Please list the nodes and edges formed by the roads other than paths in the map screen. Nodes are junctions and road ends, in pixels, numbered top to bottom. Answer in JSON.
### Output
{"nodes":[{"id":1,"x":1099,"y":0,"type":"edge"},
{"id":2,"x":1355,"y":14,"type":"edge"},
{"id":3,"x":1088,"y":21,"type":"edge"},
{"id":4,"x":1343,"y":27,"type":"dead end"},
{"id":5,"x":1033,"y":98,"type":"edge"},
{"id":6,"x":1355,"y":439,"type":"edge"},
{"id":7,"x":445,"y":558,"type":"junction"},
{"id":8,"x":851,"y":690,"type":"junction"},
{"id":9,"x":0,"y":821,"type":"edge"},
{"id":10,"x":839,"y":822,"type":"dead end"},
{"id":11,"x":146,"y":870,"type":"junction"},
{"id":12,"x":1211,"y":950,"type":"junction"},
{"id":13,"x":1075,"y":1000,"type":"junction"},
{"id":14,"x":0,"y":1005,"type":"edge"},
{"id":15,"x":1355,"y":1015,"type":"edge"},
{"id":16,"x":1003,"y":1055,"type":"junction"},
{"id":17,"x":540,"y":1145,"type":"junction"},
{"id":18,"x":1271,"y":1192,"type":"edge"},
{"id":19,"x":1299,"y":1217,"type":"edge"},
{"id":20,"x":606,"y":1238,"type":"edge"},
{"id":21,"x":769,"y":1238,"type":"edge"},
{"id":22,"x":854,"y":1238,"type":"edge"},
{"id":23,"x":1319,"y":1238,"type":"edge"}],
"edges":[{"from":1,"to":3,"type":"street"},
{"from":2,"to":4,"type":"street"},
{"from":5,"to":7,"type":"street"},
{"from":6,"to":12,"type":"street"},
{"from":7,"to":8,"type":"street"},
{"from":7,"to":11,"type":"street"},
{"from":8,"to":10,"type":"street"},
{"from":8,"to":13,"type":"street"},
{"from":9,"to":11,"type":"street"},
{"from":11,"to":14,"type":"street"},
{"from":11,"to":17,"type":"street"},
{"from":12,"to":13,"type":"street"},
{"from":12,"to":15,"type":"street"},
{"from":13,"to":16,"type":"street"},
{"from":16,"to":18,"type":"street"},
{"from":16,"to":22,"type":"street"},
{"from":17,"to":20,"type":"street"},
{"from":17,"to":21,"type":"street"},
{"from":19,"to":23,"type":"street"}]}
——
• PROBLEM
With the material above as the source, restate each line word for word.

• TASK RESULT
Please list the nodes and edges formed by the roads other than paths in the map screen. Nodes are junctions and road ends, in pixels, numbered top to bottom. Answer in JSON.
### Output
{"nodes":[{"id":1,"x":1099,"y":0,"type":"edge"},
{"id":2,"x":1355,"y":14,"type":"edge"},
{"id":3,"x":1088,"y":21,"type":"edge"},
{"id":4,"x":1343,"y":27,"type":"dead end"},
{"id":5,"x":1033,"y":98,"type":"edge"},
{"id":6,"x":1355,"y":439,"type":"edge"},
{"id":7,"x":445,"y":558,"type":"junction"},
{"id":8,"x":851,"y":690,"type":"junction"},
{"id":9,"x":0,"y":821,"type":"edge"},
{"id":10,"x":839,"y":822,"type":"dead end"},
{"id":11,"x":146,"y":870,"type":"junction"},
{"id":12,"x":1211,"y":950,"type":"junction"},
{"id":13,"x":1075,"y":1000,"type":"junction"},
{"id":14,"x":0,"y":1005,"type":"edge"},
{"id":15,"x":1355,"y":1015,"type":"edge"},
{"id":16,"x":1003,"y":1055,"type":"junction"},
{"id":17,"x":540,"y":1145,"type":"junction"},
{"id":18,"x":1271,"y":1192,"type":"edge"},
{"id":19,"x":1299,"y":1217,"type":"edge"},
{"id":20,"x":606,"y":1238,"type":"edge"},
{"id":21,"x":769,"y":1238,"type":"edge"},
{"id":22,"x":854,"y":1238,"type":"edge"},
{"id":23,"x":1319,"y":1238,"type":"edge"}],
"edges":[{"from":1,"to":3,"type":"street"},
{"from":2,"to":4,"type":"street"},
{"from":5,"to":7,"type":"street"},
{"from":6,"to":12,"type":"street"},
{"from":7,"to":8,"type":"street"},
{"from":7,"to":11,"type":"street"},
{"from":8,"to":10,"type":"street"},
{"from":8,"to":13,"type":"street"},
{"from":9,"to":11,"type":"street"},
{"from":11,"to":14,"type":"street"},
{"from":11,"to":17,"type":"street"},
{"from":12,"to":13,"type":"street"},
{"from":12,"to":15,"type":"street"},
{"from":13,"to":16,"type":"street"},
{"from":16,"to":18,"type":"street"},
{"from":16,"to":22,"type":"street"},
{"from":17,"to":20,"type":"street"},
{"from":17,"to":21,"type":"street"},
{"from":19,"to":23,"type":"street"}]}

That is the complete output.